Where a line in the records below includes "names", pull that line out.
*** Opening Records supplied ***
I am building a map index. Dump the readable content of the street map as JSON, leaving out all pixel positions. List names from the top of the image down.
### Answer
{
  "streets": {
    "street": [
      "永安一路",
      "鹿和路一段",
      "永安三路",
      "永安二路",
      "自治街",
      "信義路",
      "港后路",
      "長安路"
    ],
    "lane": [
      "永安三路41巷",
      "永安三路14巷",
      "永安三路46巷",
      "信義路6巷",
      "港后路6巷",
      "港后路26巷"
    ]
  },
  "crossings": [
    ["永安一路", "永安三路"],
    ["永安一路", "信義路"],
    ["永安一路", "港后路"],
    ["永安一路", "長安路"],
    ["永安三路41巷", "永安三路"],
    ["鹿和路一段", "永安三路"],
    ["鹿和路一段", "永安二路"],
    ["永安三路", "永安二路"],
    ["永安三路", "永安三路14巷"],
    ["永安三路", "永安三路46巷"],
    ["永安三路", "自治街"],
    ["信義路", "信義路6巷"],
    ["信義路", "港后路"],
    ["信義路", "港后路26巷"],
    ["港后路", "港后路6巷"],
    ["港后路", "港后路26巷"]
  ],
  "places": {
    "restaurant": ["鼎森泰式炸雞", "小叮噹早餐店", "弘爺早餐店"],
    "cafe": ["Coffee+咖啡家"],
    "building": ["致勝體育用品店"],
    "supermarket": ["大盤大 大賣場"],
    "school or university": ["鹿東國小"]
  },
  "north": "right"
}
*** Closing Records supplied ***
*** Opening Records supplied ***
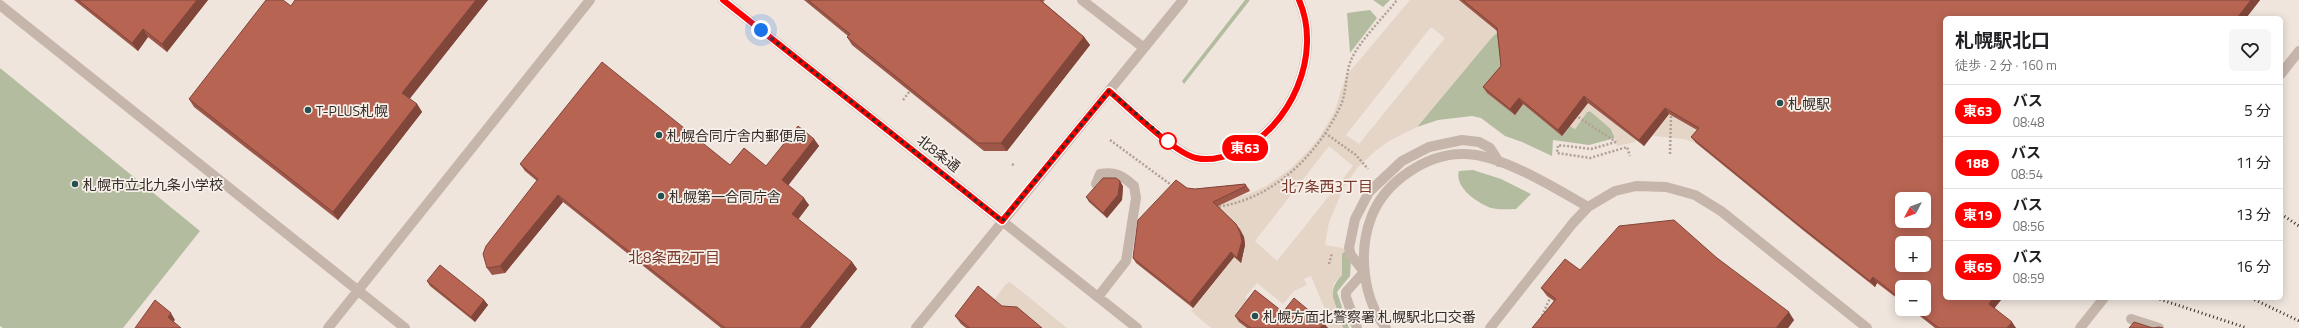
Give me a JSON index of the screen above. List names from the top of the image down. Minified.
*** Closing Records supplied ***
### Final answer:
I am building a map index. Dump the readable content of the street map as JSON, leaving out all pixel positions. List names from the top of the image down.
Give me a JSON index of the screen above. List names from the top of the image down. Minified.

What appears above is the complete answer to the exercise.